● **DIRECTIONS FOR THIS TASK**
Find all lines below containing the string "Divine" and return them.

(Saved entries)
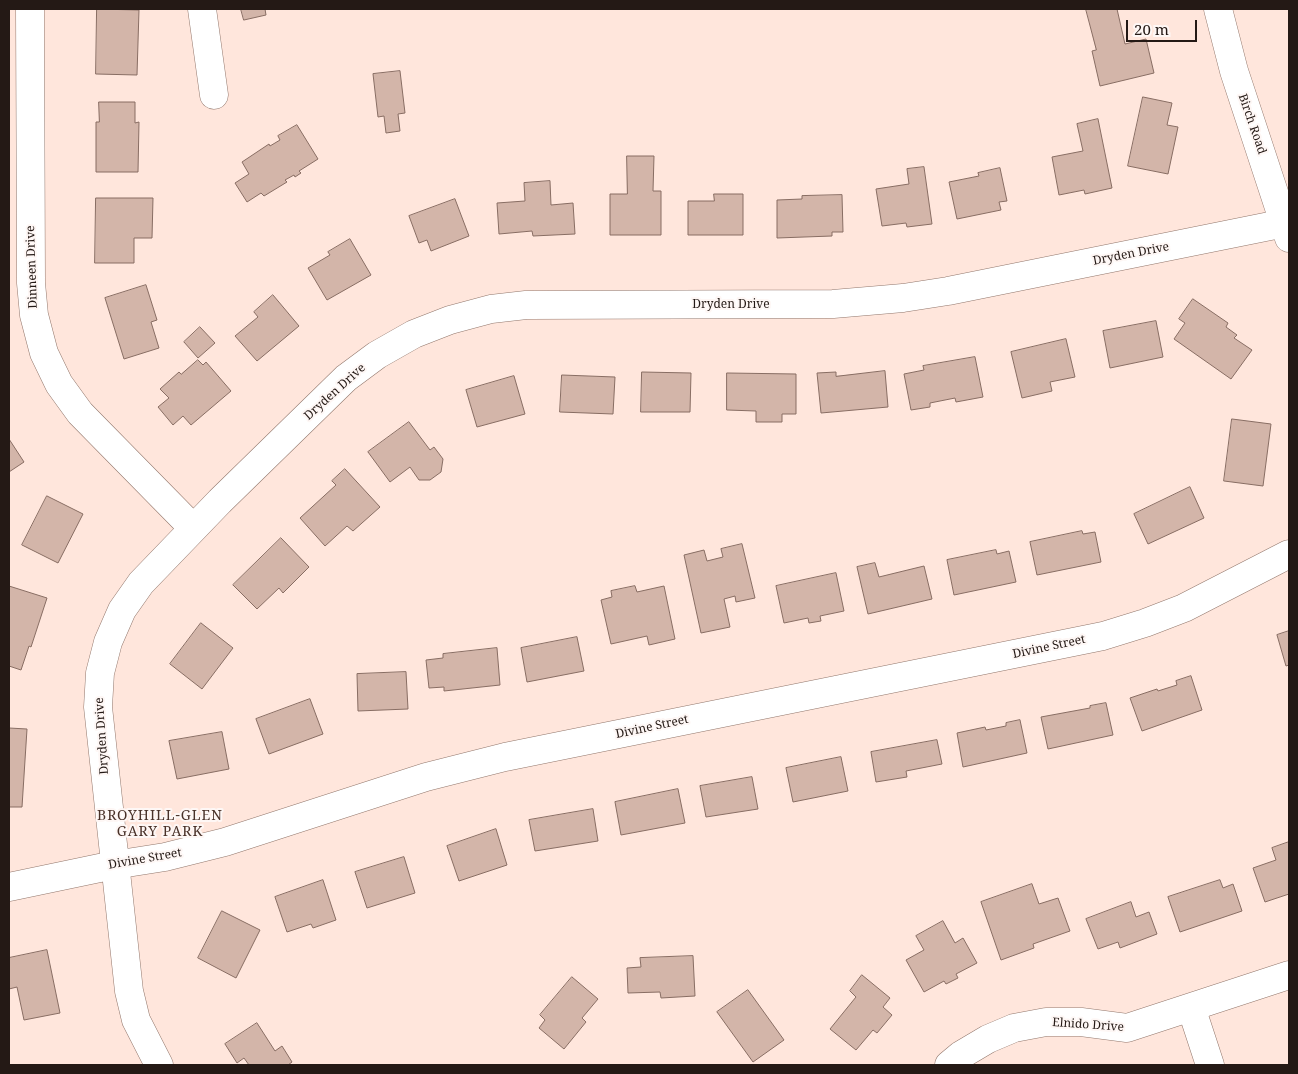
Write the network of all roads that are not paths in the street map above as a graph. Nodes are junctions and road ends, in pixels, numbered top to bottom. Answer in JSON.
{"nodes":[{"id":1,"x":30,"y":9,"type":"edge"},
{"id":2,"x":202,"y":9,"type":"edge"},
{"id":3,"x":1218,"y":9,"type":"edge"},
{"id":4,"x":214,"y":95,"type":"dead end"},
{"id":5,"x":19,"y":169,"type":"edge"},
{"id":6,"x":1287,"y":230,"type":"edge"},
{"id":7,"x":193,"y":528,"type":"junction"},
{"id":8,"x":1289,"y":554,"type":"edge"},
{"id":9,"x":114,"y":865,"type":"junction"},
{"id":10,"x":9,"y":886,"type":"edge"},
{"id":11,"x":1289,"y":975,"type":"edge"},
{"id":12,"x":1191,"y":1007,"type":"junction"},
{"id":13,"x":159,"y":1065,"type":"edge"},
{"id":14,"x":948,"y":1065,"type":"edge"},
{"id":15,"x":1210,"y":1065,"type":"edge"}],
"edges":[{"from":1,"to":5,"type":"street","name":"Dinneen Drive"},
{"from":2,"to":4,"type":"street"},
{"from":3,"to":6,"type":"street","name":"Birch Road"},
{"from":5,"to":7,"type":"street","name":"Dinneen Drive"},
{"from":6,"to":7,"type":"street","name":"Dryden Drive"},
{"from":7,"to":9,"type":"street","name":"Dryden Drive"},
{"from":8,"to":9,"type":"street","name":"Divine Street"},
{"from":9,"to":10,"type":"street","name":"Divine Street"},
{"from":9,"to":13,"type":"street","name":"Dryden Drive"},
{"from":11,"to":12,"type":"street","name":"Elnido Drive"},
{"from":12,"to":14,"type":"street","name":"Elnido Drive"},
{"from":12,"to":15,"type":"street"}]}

● **RESULT OF THIS EXERCISE**
{"from":8,"to":9,"type":"street","name":"Divine Street"},
{"from":9,"to":10,"type":"street","name":"Divine Street"},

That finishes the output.